**Your goal**
Wherever a line of the data contains "ASPEN", copy that line.

Records from a collection
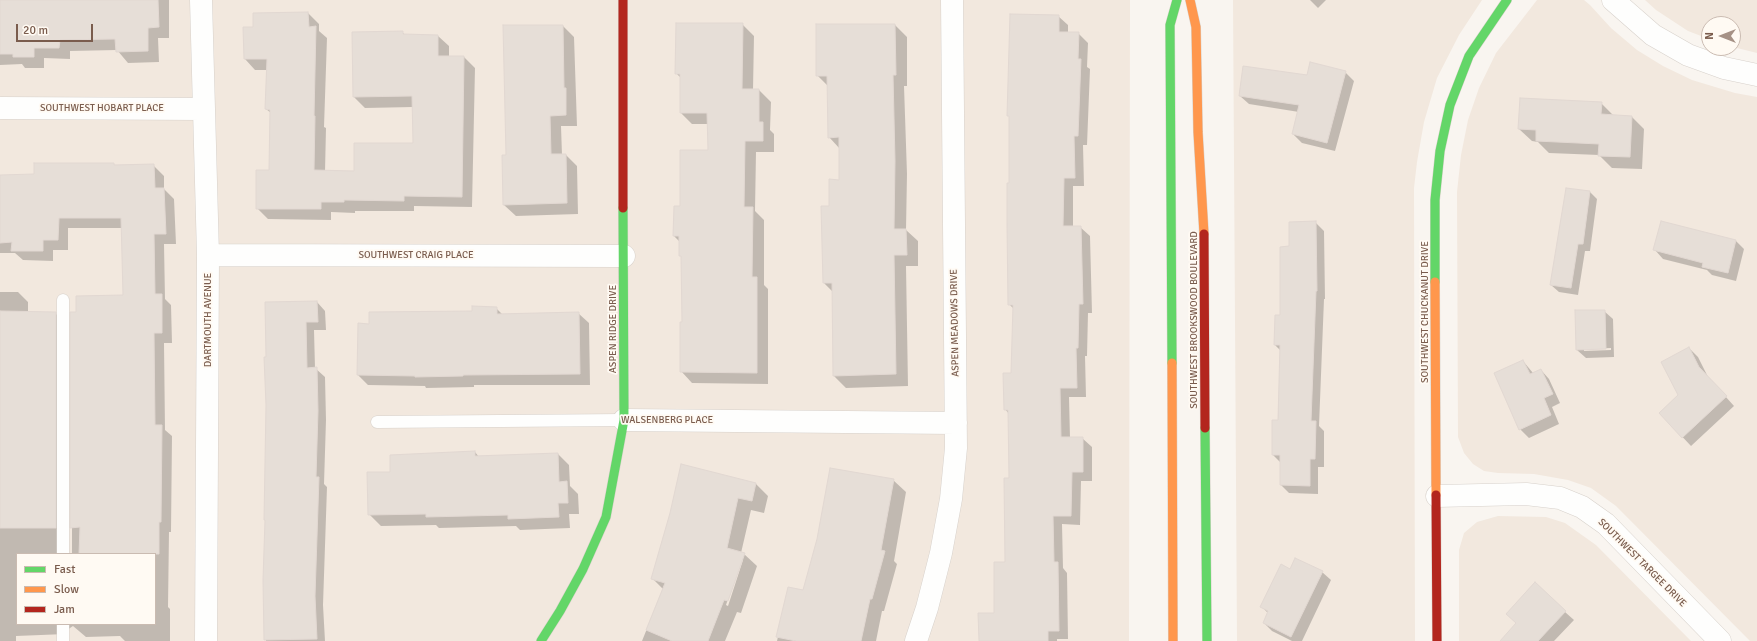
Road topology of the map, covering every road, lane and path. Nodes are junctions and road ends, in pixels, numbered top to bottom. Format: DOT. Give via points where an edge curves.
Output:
graph roads {
  1 [pos="201,0"];
  2 [pos="624,0"];
  3 [pos="952,0"];
  4 [pos="1177,0"];
  5 [pos="1190,0"];
  6 [pos="1507,0"];
  7 [pos="1613,0"];
  8 [pos="1757,75"];
  9 [pos="0,108"];
  10 [pos="204,108"];
  11 [pos="208,255"];
  12 [pos="624,256"];
  13 [pos="63,300"];
  14 [pos="624,420"];
  15 [pos="377,422"];
  16 [pos="956,423"];
  17 [pos="1437,496"];
  18 [pos="63,553"];
  19 [pos="63,625"];
  20 [pos="63,641"];
  21 [pos="206,641"];
  22 [pos="541,641"];
  23 [pos="916,641"];
  24 [pos="1173,641"];
  25 [pos="1207,641"];
  26 [pos="1436,641"];
  27 [pos="1720,641"];
  1 -- 10 [label="street, DARTMOUTH AVENUE"];
  2 -- 12 [label="street, ASPEN RIDGE DRIVE"];
  3 -- 16 [label="street, ASPEN MEADOWS DRIVE"];
  4 -- 24 [label="street" via="1170,25"];
  5 -- 25 [label="street, SOUTHWEST BROOKSWOOD BOULEVARD" via="1196,27 1198,132 1204,228"];
  6 -- 17 [label="street, SOUTHWEST CHUCKANUT DRIVE" via="1469,56 1450,105 1440,152 1435,200"];
  7 -- 8 [label="street" via="1653,36 1688,55 1724,68"];
  9 -- 10 [label="street, SOUTHWEST HOBART PLACE"];
  10 -- 11 [label="street, DARTMOUTH AVENUE"];
  11 -- 12 [label="street, SOUTHWEST CRAIG PLACE"];
  11 -- 21 [label="street, DARTMOUTH AVENUE"];
  12 -- 14 [label="street, ASPEN RIDGE DRIVE"];
  13 -- 18 [label="lane"];
  14 -- 15 [label="lane, WALSENBERG PLACE"];
  14 -- 16 [label="street, WALSENBERG PLACE"];
  14 -- 22 [label="street, ASPEN RIDGE DRIVE" via="606,517 583,569"];
  16 -- 23 [label="street, ASPEN MEADOWS DRIVE" via="954,475 946,528 934,581"];
  17 -- 26 [label="street, SOUTHWEST CHUCKANUT DRIVE"];
  17 -- 27 [label="street, SOUTHWEST TARGEE DRIVE" via="1526,494 1560,498 1582,508 1606,524"];
  19 -- 20 [label="lane"];
}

**Output below**
  2 -- 12 [label="street, ASPEN RIDGE DRIVE"];
  3 -- 16 [label="street, ASPEN MEADOWS DRIVE"];
  12 -- 14 [label="street, ASPEN RIDGE DRIVE"];
  14 -- 22 [label="street, ASPEN RIDGE DRIVE" via="606,517 583,569"];
  16 -- 23 [label="street, ASPEN MEADOWS DRIVE" via="954,475 946,528 934,581"];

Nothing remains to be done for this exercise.